What is required — The copy you produce must repeat each record exactly and contain no pictures.

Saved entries

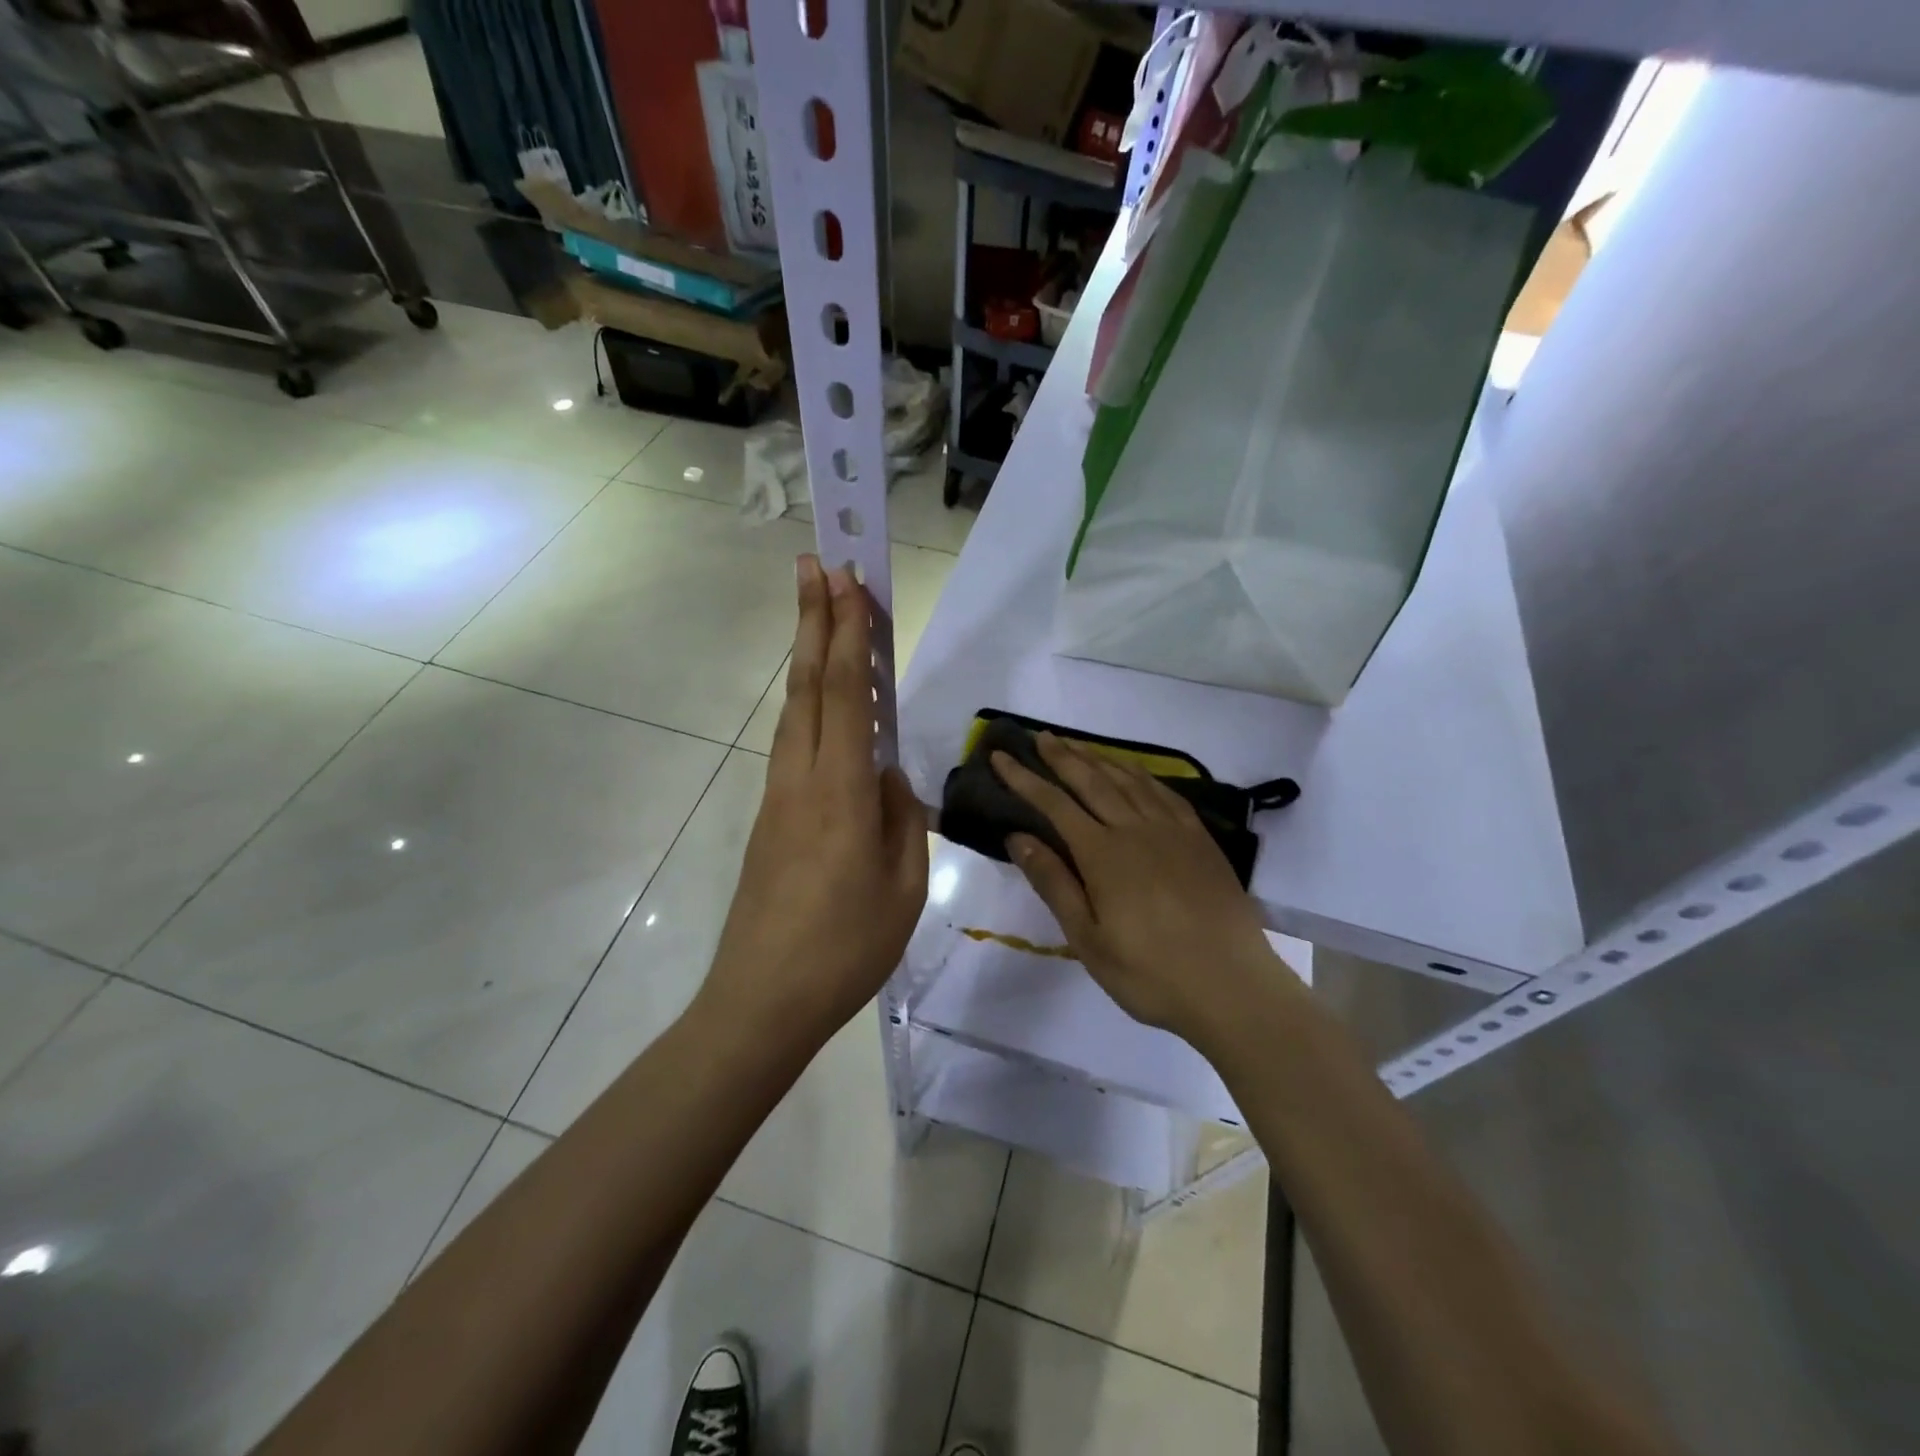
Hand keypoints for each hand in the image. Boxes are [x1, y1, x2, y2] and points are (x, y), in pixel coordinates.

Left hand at [699, 556, 927, 1047]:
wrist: (762, 999)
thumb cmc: (845, 949)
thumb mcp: (902, 887)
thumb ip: (900, 820)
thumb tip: (888, 777)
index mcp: (840, 792)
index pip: (846, 694)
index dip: (846, 633)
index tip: (845, 581)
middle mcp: (802, 778)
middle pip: (808, 684)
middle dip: (814, 620)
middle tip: (817, 565)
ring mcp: (779, 796)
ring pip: (794, 709)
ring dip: (808, 656)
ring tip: (821, 615)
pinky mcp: (771, 816)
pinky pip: (793, 742)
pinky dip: (809, 702)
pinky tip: (823, 701)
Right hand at [993, 734, 1294, 1047]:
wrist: (1232, 987)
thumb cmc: (1150, 973)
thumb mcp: (1088, 939)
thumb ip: (1054, 883)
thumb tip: (1018, 836)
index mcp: (1103, 854)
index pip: (1054, 804)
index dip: (1025, 779)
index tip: (1001, 757)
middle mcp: (1136, 829)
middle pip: (1091, 781)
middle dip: (1061, 756)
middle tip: (1040, 736)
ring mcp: (1173, 830)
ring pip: (1128, 780)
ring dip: (1098, 758)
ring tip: (1077, 745)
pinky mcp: (1200, 839)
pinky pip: (1164, 792)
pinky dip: (1141, 774)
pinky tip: (1133, 772)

Response —
Hand keypoints for each hand in the image. Boxes are [x1, y1, x2, y2] and points are (x, y), in pixel coordinates.

Left hand at [699, 556, 927, 1047]:
wrist: (762, 999)
thumb cmc: (845, 949)
thumb mcp: (902, 887)
thumb ip: (900, 820)
thumb tip: (888, 777)
index mcp: (840, 792)
index pip: (846, 694)
index dip: (846, 633)
index tip: (845, 581)
middle mcp: (802, 778)
middle pip: (808, 684)
middle dip: (814, 620)
middle tip: (817, 565)
ring mcp: (779, 796)
ring pip: (794, 709)
ring dip: (808, 656)
ring tip: (821, 615)
pinky mcp: (771, 816)
pinky pip: (793, 742)
pinky dip: (809, 702)
pinky tip: (823, 701)
Right hand at [993, 734, 1294, 1047]:
wrist: (1232, 987)
thumb cmc: (1150, 973)
thumb mcp: (1088, 939)
thumb ip: (1054, 883)
thumb tip: (1018, 836)
index mcp: (1103, 854)
index pip: (1054, 804)
index dip: (1025, 779)
index tip: (1001, 757)
middle mcp: (1136, 829)
middle pip: (1091, 781)
middle dip: (1061, 756)
middle tip: (1040, 736)
ring mcp: (1173, 830)
ring pip: (1128, 780)
ring dip: (1098, 758)
ring tip: (1077, 745)
pinky mcp: (1200, 839)
pinky pip: (1164, 792)
pinky dip: (1141, 774)
pinky tip: (1133, 772)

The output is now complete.